Doing its part, Grass Valley provided NBC with its IP Media audio and video routing solutions alongside control and monitoring systems. The company has been supplying infrastructure solutions to NBC Olympics since the 2006 Torino Olympics and delivered a range of IP systems.
Grass Valley IP infrastructure facilitated the seamless processing of live video and audio feeds – both from studios and remote event venues – ready for delivery to the broadcaster’s production and editing control rooms ahead of live broadcasts. NBC Olympics deployed Grass Valley’s IP Media infrastructure at the Tokyo IBC, leveraging control of a Cisco Spine and Leaf switching topology through a Grass Valley MOS-compliant router control and configuration system. As part of the wider IP infrastructure, Grass Valley also provided MADI audio gateway products, and a multi-stream audio processing solution.
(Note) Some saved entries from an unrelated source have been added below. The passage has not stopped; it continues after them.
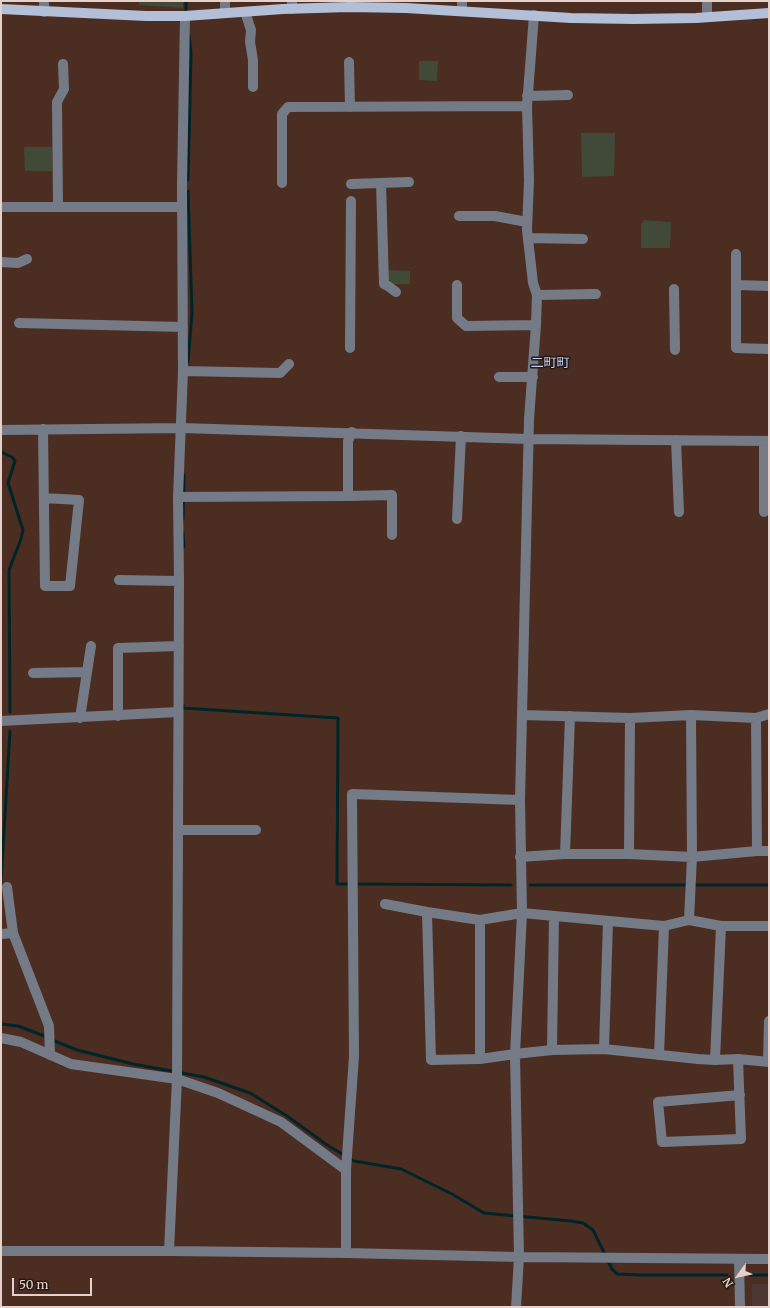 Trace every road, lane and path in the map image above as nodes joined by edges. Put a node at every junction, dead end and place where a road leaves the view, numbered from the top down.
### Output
1 (44, 1) edge
2 (225, 1) edge
3 (708, 1) edge
4 (348, 4) edge
5 (292, 5) edge
6 (406, 5) edge
7 (462, 6) edge
8 (1, 9) edge
9 (44, 12) junction
10 (245, 12) junction
11 (769, 12) edge
12 (225, 13) junction
13 (534, 15) junction
14 (185, 16) junction
15 (708, 17) junction
16 (349, 62) dead end
17 (63, 64) dead end
18 (253, 87) dead end
19 (568, 95) dead end
20 (527, 101) junction
21 (350, 107) junction
22 (409, 182) dead end
23 (282, 183) dead end
24 (381, 183) junction
25 (351, 184) dead end
26 (351, 201) dead end
27 (1, 207) edge
28 (58, 207) junction
29 (182, 207) junction
30 (458, 216) dead end
31 (527, 222) junction
32 (528, 238) junction
33 (583, 239) dead end
34 (736, 254) dead end
35 (27, 259) dead end
36 (1, 262) edge
37 (457, 285) dead end
38 (736, 285) junction
39 (769, 286) edge
40 (674, 289) dead end
41 (396, 292) dead end
42 (596, 294) dead end
43 (537, 295) junction
44 (19, 323) dead end
45 (536, 325) junction
46 (183, 327) junction
47 (350, 348) dead end
48 (769, 349) edge
49 (675, 350) dead end
50 (290, 364) dead end
51 (183, 371) junction
52 (500, 377) dead end
53 (532, 377) junction
54 (181, 428) junction
55 (43, 429) junction
56 (1, 430) edge
57 (352, 432) junction
58 (461, 436) junction
59 (529, 439) junction
60 (676, 440) junction
61 (766, 441) edge
62 (348, 496) junction
63 (182, 497) junction
64 (44, 498) junction
65 (679, 512) dead end
66 (764, 512) dead end
67 (457, 519) dead end
68 (392, 535) dead end
69 (119, 580) dead end
70 (179, 581) junction
71 (91, 646) dead end
72 (179, 646) junction
73 (87, 672) junction
74 (33, 673) dead end
75 (178, 712) junction
76 (769, 714) edge
77 (523, 715) junction
78 (118, 716) junction
79 (570, 716) junction
80 (691, 716) junction
81 (80, 718) junction
82 (630, 718) junction
83 (756, 718) junction
84 (1, 722) edge
85 (520, 800) junction
86 (178, 830) junction
87 (256, 830) dead end
88 (757, 851) junction
89 (769, 851) edge
90 (565, 854) junction
91 (629, 854) junction
92 (520, 857) junction
93 (692, 857) junction
94 (7, 887) dead end
95 (385, 904) dead end
96 (427, 912) junction
97 (522, 912) junction
98 (554, 916) junction
99 (480, 920) junction
100 (689, 920) junction
101 (608, 921) junction
102 (664, 926) junction
103 (721, 926) junction
104 (769, 926) edge
105 (13, 933) junction
106 (1, 934) edge
107 (769, 1021) edge
108 (1, 1038) edge
109 (604, 1049) junction
110 (552, 1050) junction
111 (515, 1054) junction
112 (50, 1055) junction
113 (659, 1055) junction
114 (480, 1059) junction
115 (738, 1059) junction
116 (715, 1060) junction
117 (768, 1062) edge
118 (177, 1079) junction
119 (740, 1095) junction
120 (346, 1170) junction
121 (1, 1251) edge
122 (169, 1251) junction
123 (346, 1253) junction
124 (519, 1257) junction
125 (739, 1259) junction
126 (769, 1259) edge
127 (516, 1307) edge
128 (740, 1307) edge

1 - 9 street
2 - 12 street
3 - 15 street
4 - 5 main road
4 - 6 main road
5 - 10 main road
6 - 7 main road
7 - 13 main road
8 - 9 main road
9 - 14 main road
10 - 12 main road
10 - 18 street
11 - 15 main road
12 - 14 main road
13 - 15 main road
13 - 20 street
14 - 29 street
16 - 21 street
17 - 28 street
19 - 20 street
20 - 21 street
20 - 31 street
21 - 23 street
22 - 24 street
24 - 25 street
24 - 41 street
26 - 47 street
27 - 28 street
28 - 29 street
29 - 46 street
30 - 31 street
31 - 32 street
32 - 33 street
32 - 43 street
34 - 38 street
35 - 36 street
37 - 45 street
38 - 39 street
38 - 48 street
40 - 49 street
42 - 43 street
43 - 45 street
44 - 46 street
45 - 53 street
46 - 51 street
50 - 51 street
51 - 54 street
52 - 53 street
53 - 59 street
54 - 55 street
54 - 57 street
54 - 63 street
55 - 56 street
55 - 64 street
57 - 58 street
57 - 62 street
58 - 59 street
58 - 67 street
59 - 60 street
59 - 77 street
60 - 61 street
60 - 65 street
61 - 66 street
62 - 63 street
62 - 68 street
63 - 70 street
64 - 64 street
69 - 70 street
70 - 72 street
71 - 73 street
72 - 75 street
72 - 78 street
73 - 74 street
73 - 81 street
75 - 78 street
75 - 86 street
76 - 83 street
77 - 79 street
77 - 85 street
78 - 81 street
79 - 82 street
79 - 90 street
80 - 82 street
80 - 83 street
80 - 93 street
81 - 84 street
82 - 91 street
83 - 88 street
85 - 92 street
85 - 120 street
86 - 87 street
86 - 118 street
88 - 89 street
88 - 93 street
90 - 91 street
90 - 92 street
91 - 93 street
92 - 97 street
93 - 100 street
94 - 105 street
95 - 96 street
96 - 99 street
96 - 114 street
97 - 98 street
97 - 99 street
97 - 111 street
98 - 101 street
98 - 110 street
99 - 114 street
100 - 102 street
100 - 103 street
101 - 102 street
101 - 109 street
102 - 113 street
103 - 104 street
103 - 116 street
105 - 106 street
105 - 112 street
107 - 117 street
108 - 112 street
109 - 110 street
109 - 113 street
110 - 111 street
111 - 114 street
111 - 124 street
112 - 118 street
113 - 116 street
115 - 116 street
115 - 117 street
115 - 119 street
118 - 120 street
118 - 122 street
119 - 119 street
120 - 123 street
121 - 122 street
122 - 123 street
123 - 124 street
124 - 125 street
124 - 127 street
125 - 126 street
125 - 128 street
Every Olympics games has been a showcase for the latest technologies and this year was no exception. For example, NBC Olympics selected Ross Video to provide an Augmented Reality graphics solution. Rocket Surgery, Ross Video’s in-house creative and professional services division, provided Voyager, its latest graphics rendering solution (based on the Unreal 4 engine from Epic Games) along with production crew on site to integrate the graphic elements designed by the NBC Olympics graphics team and operate the technology on the air.
In the end this year’s Games were an overwhelming success, both for the stellar productions in spite of government and IOC limitations, as well for the comradery among broadcaster on site, who were said to eb sharing footage and equipment as needed, ensuring that everyone had something spectacular to put on air at the appropriate time.
The past year has shown what the Broadcast industry is capable of and the Olympic Games were yet another feather in its cap.